Try it: From the entries below, extract every line that includes the word "dead".

Records for processing:

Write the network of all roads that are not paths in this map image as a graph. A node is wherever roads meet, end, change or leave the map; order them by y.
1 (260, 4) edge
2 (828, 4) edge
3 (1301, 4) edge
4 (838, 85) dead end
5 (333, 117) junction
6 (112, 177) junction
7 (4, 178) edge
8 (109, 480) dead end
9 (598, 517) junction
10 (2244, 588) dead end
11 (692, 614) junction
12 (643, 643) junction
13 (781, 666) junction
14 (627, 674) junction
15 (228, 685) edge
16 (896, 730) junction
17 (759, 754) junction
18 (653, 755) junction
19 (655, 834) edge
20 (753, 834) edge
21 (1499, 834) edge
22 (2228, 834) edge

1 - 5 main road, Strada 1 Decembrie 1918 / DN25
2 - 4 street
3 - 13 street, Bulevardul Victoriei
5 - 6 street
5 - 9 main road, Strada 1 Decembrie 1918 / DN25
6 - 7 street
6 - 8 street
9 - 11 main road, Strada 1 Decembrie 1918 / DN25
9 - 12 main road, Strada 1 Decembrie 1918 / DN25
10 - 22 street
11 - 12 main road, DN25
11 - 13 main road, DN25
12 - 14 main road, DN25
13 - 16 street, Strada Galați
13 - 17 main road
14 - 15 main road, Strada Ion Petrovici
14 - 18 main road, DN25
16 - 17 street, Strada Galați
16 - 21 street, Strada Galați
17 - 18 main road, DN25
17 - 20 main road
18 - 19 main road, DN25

Result below:
4 (838, 85) dead end
8 (109, 480) dead end
10 (2244, 588) dead end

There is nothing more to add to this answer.